• TASK STATEMENT
Give back exactly the first lines of the entries below, through the line with "Please list the".
Start of DATA FOR THIS TASK
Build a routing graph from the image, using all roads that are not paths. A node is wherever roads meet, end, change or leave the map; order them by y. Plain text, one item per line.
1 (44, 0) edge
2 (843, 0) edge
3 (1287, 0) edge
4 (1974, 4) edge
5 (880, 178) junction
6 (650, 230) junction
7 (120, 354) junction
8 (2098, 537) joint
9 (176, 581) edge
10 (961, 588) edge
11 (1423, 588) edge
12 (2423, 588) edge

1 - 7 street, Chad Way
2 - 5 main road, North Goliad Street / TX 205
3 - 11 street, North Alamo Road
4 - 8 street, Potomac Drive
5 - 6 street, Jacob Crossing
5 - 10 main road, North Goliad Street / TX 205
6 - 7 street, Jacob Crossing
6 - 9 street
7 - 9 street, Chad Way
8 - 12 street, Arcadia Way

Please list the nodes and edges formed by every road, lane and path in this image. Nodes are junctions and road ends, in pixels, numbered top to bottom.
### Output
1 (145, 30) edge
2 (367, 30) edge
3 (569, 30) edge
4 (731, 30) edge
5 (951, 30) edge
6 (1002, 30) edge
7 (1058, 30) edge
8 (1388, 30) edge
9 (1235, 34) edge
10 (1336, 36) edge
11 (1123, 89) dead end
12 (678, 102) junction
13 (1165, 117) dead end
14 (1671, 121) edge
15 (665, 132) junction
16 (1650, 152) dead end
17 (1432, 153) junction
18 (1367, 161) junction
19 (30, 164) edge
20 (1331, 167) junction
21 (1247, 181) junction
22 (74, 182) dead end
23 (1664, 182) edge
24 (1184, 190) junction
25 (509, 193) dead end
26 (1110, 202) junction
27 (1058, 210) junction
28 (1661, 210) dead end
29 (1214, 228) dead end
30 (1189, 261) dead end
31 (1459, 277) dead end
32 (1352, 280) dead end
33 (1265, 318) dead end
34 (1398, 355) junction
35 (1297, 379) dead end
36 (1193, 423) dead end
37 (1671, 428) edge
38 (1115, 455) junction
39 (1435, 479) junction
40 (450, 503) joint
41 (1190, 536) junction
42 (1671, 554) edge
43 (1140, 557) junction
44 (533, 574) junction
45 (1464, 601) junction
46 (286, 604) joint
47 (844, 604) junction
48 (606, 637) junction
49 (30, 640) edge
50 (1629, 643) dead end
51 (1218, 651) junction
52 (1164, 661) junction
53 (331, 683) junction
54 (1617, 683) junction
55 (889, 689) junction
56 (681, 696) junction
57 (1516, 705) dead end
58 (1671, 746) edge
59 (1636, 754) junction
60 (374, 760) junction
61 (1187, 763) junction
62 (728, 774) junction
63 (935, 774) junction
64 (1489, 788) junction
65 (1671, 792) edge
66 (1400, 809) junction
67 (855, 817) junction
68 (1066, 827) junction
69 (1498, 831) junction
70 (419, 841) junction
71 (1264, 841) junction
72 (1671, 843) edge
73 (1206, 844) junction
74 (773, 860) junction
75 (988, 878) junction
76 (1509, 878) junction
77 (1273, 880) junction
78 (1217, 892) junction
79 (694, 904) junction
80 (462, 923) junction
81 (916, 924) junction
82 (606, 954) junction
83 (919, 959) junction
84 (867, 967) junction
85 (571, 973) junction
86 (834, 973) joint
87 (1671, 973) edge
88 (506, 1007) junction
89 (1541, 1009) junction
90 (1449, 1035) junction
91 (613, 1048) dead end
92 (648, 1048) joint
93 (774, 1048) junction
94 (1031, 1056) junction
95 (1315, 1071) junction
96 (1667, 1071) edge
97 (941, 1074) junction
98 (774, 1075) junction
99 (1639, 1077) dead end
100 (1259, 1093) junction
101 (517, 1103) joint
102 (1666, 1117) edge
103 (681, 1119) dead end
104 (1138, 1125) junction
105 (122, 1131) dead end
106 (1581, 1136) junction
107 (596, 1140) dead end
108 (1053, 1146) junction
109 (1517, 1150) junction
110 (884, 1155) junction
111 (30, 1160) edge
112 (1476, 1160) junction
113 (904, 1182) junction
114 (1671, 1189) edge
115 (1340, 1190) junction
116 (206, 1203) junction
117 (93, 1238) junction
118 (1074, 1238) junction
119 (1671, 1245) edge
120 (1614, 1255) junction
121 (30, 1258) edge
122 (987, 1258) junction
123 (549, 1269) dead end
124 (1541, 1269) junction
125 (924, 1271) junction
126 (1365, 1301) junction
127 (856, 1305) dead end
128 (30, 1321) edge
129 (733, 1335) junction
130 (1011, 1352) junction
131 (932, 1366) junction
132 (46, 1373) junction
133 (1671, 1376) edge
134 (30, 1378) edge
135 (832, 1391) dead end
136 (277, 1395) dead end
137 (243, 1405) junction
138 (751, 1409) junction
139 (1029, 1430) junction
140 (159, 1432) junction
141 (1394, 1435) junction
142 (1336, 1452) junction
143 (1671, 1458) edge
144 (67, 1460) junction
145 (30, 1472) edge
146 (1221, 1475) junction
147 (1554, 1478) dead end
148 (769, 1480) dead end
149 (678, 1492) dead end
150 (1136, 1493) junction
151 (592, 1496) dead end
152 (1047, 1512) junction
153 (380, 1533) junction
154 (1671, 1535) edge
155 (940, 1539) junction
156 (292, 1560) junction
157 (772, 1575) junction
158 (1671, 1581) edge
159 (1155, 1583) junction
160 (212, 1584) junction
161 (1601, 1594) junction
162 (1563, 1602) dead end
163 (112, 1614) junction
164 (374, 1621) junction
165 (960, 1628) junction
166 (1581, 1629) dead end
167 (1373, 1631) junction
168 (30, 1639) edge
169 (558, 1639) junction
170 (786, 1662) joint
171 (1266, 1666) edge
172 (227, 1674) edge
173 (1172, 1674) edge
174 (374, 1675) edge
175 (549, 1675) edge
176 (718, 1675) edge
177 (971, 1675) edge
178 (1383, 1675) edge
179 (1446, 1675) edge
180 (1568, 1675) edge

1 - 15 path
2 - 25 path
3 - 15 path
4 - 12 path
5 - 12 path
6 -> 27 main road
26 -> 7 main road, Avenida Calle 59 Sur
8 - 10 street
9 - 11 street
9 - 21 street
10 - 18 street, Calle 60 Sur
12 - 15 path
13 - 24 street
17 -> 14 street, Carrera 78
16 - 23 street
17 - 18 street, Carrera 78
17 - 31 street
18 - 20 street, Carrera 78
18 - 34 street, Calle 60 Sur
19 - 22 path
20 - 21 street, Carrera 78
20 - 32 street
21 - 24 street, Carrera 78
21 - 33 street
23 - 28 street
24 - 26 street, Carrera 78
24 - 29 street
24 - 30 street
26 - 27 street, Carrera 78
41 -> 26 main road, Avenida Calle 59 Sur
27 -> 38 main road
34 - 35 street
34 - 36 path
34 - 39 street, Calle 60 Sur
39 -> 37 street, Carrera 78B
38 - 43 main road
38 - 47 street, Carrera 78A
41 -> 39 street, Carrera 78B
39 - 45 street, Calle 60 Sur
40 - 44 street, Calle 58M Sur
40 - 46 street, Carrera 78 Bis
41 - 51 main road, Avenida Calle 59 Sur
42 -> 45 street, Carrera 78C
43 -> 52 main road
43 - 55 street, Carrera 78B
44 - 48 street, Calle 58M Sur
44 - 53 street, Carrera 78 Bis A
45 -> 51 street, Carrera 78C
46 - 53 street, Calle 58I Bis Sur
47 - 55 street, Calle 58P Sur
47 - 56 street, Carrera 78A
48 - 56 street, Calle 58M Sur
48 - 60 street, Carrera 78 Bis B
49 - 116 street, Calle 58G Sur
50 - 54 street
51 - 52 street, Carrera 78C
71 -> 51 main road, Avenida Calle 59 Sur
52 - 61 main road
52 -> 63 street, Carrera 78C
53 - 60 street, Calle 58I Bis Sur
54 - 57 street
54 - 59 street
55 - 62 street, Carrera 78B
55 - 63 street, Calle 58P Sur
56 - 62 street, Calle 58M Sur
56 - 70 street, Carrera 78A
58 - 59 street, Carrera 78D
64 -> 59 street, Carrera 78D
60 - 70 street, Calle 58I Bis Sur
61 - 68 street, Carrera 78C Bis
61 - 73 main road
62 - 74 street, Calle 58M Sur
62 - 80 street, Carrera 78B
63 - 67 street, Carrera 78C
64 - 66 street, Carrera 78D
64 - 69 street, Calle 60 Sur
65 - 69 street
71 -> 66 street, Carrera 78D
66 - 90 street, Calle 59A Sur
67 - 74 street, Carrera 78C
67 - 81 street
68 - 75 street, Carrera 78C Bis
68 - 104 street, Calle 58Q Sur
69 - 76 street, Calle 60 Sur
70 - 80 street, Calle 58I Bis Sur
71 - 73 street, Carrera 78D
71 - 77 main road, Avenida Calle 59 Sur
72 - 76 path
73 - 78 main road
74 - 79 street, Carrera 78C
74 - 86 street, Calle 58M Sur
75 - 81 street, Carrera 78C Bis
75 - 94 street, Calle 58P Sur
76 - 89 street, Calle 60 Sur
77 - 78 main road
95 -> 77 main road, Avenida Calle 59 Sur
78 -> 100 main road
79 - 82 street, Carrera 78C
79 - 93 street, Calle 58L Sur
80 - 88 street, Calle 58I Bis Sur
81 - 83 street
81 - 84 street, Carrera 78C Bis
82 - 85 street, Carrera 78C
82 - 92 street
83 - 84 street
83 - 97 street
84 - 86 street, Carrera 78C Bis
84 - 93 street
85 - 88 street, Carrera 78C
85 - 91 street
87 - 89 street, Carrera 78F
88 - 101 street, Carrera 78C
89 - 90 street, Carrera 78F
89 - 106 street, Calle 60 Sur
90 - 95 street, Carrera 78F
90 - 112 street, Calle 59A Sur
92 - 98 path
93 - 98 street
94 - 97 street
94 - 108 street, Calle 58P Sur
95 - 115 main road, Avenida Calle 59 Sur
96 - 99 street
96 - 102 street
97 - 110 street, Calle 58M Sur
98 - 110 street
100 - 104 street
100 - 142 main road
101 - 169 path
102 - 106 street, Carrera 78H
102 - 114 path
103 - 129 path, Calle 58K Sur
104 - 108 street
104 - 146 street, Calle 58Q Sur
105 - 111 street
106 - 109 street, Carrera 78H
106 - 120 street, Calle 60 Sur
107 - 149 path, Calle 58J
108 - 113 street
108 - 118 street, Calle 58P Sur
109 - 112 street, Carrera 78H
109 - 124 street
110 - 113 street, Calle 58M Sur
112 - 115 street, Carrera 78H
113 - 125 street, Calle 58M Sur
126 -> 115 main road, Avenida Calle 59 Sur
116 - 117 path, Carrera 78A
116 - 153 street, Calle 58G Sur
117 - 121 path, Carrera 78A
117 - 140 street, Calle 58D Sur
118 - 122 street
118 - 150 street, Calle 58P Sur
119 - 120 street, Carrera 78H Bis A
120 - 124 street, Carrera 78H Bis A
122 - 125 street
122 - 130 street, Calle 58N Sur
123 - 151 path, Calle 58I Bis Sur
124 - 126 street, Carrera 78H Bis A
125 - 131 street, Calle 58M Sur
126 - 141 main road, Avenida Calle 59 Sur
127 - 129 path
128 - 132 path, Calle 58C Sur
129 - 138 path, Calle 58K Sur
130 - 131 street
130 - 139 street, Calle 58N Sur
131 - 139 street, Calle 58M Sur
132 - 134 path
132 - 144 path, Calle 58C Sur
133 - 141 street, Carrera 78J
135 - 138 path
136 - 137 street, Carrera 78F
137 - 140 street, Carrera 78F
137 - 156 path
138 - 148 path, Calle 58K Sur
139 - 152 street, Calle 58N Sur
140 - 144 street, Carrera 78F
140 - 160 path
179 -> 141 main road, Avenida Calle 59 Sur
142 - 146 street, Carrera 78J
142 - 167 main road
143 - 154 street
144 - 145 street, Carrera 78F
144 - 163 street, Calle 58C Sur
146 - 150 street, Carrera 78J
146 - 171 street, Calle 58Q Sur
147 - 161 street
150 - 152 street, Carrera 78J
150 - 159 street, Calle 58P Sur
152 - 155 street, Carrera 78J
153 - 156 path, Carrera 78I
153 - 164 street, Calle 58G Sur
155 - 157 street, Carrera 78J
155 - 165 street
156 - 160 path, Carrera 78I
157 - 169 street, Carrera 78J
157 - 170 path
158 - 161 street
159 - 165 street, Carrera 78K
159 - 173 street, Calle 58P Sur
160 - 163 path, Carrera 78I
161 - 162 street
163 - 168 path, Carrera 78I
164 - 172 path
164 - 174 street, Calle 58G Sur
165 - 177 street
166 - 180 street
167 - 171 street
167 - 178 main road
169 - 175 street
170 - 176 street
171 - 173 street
End of DATA FOR THIS TASK
• OUTPUT FOR THIS EXERCISE
Build a routing graph from the image, using all roads that are not paths. A node is wherever roads meet, end, change or leave the map; order them by y. Plain text, one item per line.
1 (44, 0) edge
2 (843, 0) edge
3 (1287, 0) edge
4 (1974, 4) edge
5 (880, 178) junction
6 (650, 230) junction
7 (120, 354) junction
8 (2098, 537) joint
9 (176, 581) edge
10 (961, 588) edge
11 (1423, 588) edge
12 (2423, 588) edge

1 - 7 street, Chad Way
2 - 5 main road, North Goliad Street / TX 205
3 - 11 street, North Alamo Road
4 - 8 street, Potomac Drive
5 - 6 street, Jacob Crossing
5 - 10 main road, North Goliad Street / TX 205
6 - 7 street, Jacob Crossing
6 - 9 street
7 - 9 street, Chad Way
8 - 12 street, Arcadia Way

Please list the nodes and edges formed by every road, lane and path in this image. Nodes are junctions and road ends, in pixels, numbered top to bottom.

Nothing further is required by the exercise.